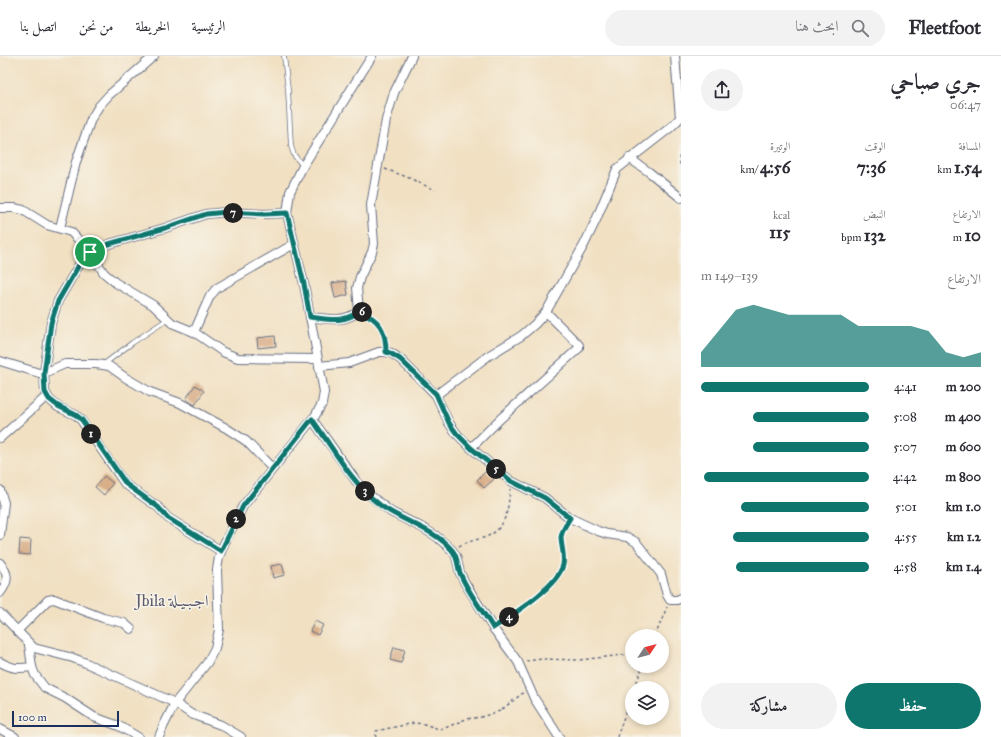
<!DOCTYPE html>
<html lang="ar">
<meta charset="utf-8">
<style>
body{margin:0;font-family:"IM FELL Great Primer",Amiri,serif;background:#f2f2f3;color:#2b2b33;direction:rtl;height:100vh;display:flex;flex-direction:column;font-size:15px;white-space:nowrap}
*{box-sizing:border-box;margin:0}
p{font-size:13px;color:#7c7c81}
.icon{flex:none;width:22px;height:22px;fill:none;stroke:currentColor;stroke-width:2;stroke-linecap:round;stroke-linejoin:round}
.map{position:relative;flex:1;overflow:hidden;direction:ltr}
.details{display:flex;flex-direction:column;background:#fff;width:320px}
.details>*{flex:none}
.needle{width:26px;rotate:54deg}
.controls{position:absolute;left:625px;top:573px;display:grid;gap:8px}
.controls a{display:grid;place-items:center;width:44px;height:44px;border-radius:50%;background:#fff;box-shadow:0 2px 6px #0003;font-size:20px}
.scale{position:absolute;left:12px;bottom:10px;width:107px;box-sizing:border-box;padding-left:4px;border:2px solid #1b2f5e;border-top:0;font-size:11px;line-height:14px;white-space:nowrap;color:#1b2f5e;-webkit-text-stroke:3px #f7f3e8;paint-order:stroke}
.pin{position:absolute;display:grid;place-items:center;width:34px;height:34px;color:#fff;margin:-17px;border:2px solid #fff;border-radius:50%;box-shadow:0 1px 4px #0007}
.km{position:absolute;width:20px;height:20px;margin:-10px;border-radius:50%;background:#222;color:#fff;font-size:11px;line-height:20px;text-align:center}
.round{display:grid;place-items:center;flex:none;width:42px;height:42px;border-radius:21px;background:#f2f2f3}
.overview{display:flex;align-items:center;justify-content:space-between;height:68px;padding:0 20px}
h1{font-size:22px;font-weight:700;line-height:30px}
.metrics{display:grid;grid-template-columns:repeat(3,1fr);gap:6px;height:68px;padding:4px 20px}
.metrics div{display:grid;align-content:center}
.metrics b{font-size:17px;font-weight:700}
.metrics small{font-size:11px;font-weight:400}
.metrics p{font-size:11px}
.chart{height:112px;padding:8px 20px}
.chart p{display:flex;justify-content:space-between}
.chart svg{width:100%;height:72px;margin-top:4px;fill:#0f766e;opacity:.7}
.action{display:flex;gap:8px;margin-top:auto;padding:8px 20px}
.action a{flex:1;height:46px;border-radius:24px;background:#0f766e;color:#fff;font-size:16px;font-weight:700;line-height:46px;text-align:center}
.action a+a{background:#f2f2f3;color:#2b2b33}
ul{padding:0 20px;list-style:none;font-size:13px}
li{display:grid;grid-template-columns:64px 48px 1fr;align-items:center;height:30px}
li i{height:10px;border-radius:5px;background:#0f766e}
header{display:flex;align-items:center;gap:24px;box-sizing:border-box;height:56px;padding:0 20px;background:#fff;border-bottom:1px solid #e1e1e2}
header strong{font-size:19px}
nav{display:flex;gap:22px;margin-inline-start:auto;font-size:14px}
.search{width:280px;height:36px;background:#f2f2f3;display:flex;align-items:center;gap:10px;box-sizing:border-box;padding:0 14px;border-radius:22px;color:#7c7c81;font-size:15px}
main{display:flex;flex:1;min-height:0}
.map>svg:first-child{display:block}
.building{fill:#d9af89}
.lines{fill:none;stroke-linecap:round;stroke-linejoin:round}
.lane-casing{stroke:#666d81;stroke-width:5.5}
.street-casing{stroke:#666d81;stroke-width:10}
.path{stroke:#666d81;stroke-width:1.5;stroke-dasharray:3 3;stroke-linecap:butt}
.lane{stroke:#fff;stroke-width:4}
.street{stroke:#fff;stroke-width:8}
.route-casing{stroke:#fff;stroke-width:8}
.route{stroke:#0f766e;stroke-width:5}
.labels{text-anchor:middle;stroke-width:3;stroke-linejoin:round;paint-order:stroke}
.quarter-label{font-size:16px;fill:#5e5c6d;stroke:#f7f3e8}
</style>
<header>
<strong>Fleetfoot</strong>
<div class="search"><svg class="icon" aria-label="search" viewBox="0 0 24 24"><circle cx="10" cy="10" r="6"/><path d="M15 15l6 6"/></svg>ابحث هنا</div>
<nav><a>الرئيسية</a><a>الخريطة</a><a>من نحن</a><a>اتصل بنا</a></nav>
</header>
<main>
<section class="details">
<div class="overview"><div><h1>جري صباحي</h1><p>06:47</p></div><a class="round"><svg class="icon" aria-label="share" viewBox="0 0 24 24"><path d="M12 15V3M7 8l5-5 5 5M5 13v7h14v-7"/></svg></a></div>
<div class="metrics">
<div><p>المسافة</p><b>1.54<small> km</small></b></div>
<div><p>الوقت</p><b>7:36</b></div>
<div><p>الوتيرة</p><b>4:56<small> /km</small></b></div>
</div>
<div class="metrics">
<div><p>الارتفاع</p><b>10<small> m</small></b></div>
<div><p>النبض</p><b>132<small> bpm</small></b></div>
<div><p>kcal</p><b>115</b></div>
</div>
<div class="chart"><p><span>الارتفاع</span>139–149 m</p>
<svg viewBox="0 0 160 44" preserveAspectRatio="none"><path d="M0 44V35L10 22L20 9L30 6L40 9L50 12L60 12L70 12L80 12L90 19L100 19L110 19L120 19L130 22L140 35L150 38L160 35V44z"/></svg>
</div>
<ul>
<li><b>200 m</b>4:41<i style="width:100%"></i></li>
<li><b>400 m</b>5:08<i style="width:69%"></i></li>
<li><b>600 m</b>5:07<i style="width:69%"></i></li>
<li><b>800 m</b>4:42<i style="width:98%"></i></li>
<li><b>1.0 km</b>5:01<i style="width:76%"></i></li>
<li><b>1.2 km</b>4:55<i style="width:81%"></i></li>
<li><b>1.4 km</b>4:58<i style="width:79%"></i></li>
</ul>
<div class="action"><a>حفظ</a><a>مشاركة</a></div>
</section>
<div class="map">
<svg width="681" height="681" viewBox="0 0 681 681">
<rect width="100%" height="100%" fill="#f7f3e8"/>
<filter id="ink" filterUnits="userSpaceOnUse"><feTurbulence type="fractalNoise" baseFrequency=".025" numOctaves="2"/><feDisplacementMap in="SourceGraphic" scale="8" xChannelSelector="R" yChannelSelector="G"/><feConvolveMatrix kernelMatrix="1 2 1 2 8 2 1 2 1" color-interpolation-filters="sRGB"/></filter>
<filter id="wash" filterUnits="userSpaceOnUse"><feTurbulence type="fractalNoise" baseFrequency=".012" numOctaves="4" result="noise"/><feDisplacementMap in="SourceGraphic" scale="16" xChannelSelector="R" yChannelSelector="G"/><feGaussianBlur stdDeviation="0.9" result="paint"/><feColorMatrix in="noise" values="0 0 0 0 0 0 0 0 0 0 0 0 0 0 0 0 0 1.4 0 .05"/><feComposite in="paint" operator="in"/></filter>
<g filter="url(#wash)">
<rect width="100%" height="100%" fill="#f1e0c2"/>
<g id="blocks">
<g class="building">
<path d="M346,225L348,239L335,242L332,227Z"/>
<path d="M275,280L276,290L258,292L257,282Z"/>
<path d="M195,329L204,335L195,349L186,343Z"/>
<path d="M486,415L494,423L484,432L477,424Z"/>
<path d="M104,420L113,427L104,439L95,431Z"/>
<path d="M20,483L31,484L30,499L19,498Z"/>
<path d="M282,508L285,519L273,522L271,510Z"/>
<path d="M315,565L323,569L318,579L310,575Z"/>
<path d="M394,591L405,594L401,607L390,604Z"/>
</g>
</g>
</g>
<g filter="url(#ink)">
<use href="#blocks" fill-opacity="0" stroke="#666d81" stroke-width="1"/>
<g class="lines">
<g class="lane-casing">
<g id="lane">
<path d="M284,0L288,34L291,90L294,99L303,110"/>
<path d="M359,255C379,263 386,274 386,296"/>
<path d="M104,308L132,287L168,263"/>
</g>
</g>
<g class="street-casing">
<g id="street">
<path d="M629,102L649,116L681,142"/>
<path d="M0,152H14L23,154L47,169L71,176L90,196L104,217L116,227L153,249L172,267L194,276L223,296L238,302L317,303"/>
<path d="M60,172L76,106L91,63L99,50L109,39L154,0"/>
<path d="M310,261C328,263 344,267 359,255L357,232L360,221L372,196L374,188L371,149L386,64L394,37L412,0"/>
<path d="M194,276L210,240L217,232L294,188"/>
<path d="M0,305L39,317H44L65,308H96L109,310L126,322L150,336L180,347L226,372L246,385L272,412"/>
<path d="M319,310L349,307L379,296H386L391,297L400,303L436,339L449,367L457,378L471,392L511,425L545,442L570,462L598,475L607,478L627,481L636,486L661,518L667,539L670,544H677L681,542"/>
<path d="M436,339L488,300L521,280L535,268L546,256L584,189L596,164L617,113L671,71L680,62L675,0"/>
<path d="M312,363L356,425L367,437L391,456L421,471L436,480L452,494L456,500L460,517L465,527L493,572L518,606L534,642L559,681"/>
<path d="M0,382L47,340"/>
<path d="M471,392L500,363L579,292V289L546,256"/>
<path d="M0,434L4,447L0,479"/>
<path d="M221,495L168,462L158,451L125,428L81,364L76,359L58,351L49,343L45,336L44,317L51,267L58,245L79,209L90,196L109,188L165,172L206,158L227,156L264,158L287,157"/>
<path d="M0,507C9,518 9,525 0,537"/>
<path d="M0,557L34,592L73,602L86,607L175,647L191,658L221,669L241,681"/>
<path d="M17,575L48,544L54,543L103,562L124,567L131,573"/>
<path d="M29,589L32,611L35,619L45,632L65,642L94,661L119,670L138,681"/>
<path d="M0,606C13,613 17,613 32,611"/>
<path d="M0,673L15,681"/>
<path d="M159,681L163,671L175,647L207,607L215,592L219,574L217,514L219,501L224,488L243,450L315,360L322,348L324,336L304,228L287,157L290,136L303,110L372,0"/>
</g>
</g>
<g class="path">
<path d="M681,94L679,103L681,111"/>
<path d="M385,113L407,121L435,134"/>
<path d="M459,490C468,485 477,484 486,481C507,472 508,453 510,433"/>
<path d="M499,568C516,556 559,529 563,507C566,492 558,485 566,468"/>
<path d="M655,580L667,551"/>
<path d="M526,605L542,603L579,604L632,598"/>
<path d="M634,632L643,610"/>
<path d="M376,681L375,678L376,675L414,667L424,668L439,673L445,672L466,663L481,661L500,655L523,637"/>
<path d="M617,681L632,638"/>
</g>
<use href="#lane" class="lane"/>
<use href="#street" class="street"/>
</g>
</g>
<g class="lines" filter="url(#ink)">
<g class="route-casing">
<path id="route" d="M227,156L264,158L287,157L304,228L310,261C327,263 344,268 359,255C379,263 386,273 386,296L390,297L400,303L436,338L449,367L457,378L471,392L511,425L545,442L570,462C567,467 562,474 561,481C561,490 565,499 563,509C557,531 512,559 493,572C483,555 467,535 460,517C457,509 458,501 452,494C433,472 403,466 380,449C353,429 332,391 312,363L243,450L221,495L168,462L158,451L126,428L82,364L76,359L58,350L49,343L45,336L44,317L51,267L58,245L79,209L90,196L109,188L165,172L206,158Z"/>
</g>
<use href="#route" class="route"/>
</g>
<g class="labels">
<g class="quarter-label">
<text x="172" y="550">Jbila اجـبـيـلة</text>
</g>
</g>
</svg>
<div class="controls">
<a><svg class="needle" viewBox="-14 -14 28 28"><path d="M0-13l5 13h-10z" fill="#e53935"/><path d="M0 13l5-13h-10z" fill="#7c7c81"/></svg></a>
<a><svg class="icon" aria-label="layers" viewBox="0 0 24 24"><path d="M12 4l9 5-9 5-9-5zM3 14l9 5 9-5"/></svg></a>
</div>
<div class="scale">100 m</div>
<div class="pin" style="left:90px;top:196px;background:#1e9e55"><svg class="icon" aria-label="arrive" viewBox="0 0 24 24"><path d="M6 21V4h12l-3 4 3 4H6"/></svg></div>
<b class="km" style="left:91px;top:378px">1</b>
<b class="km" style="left:236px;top:463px">2</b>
<b class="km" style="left:365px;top:435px">3</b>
<b class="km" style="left:509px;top:561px">4</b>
<b class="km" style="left:496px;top:413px">5</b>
<b class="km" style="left:362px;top:256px">6</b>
<b class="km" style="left:233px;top:157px">7</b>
</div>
</main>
++++++
Work instructions
Looking at the entries above, state how many lines contain "linecap"; give the number alone.

Answer for this exercise
3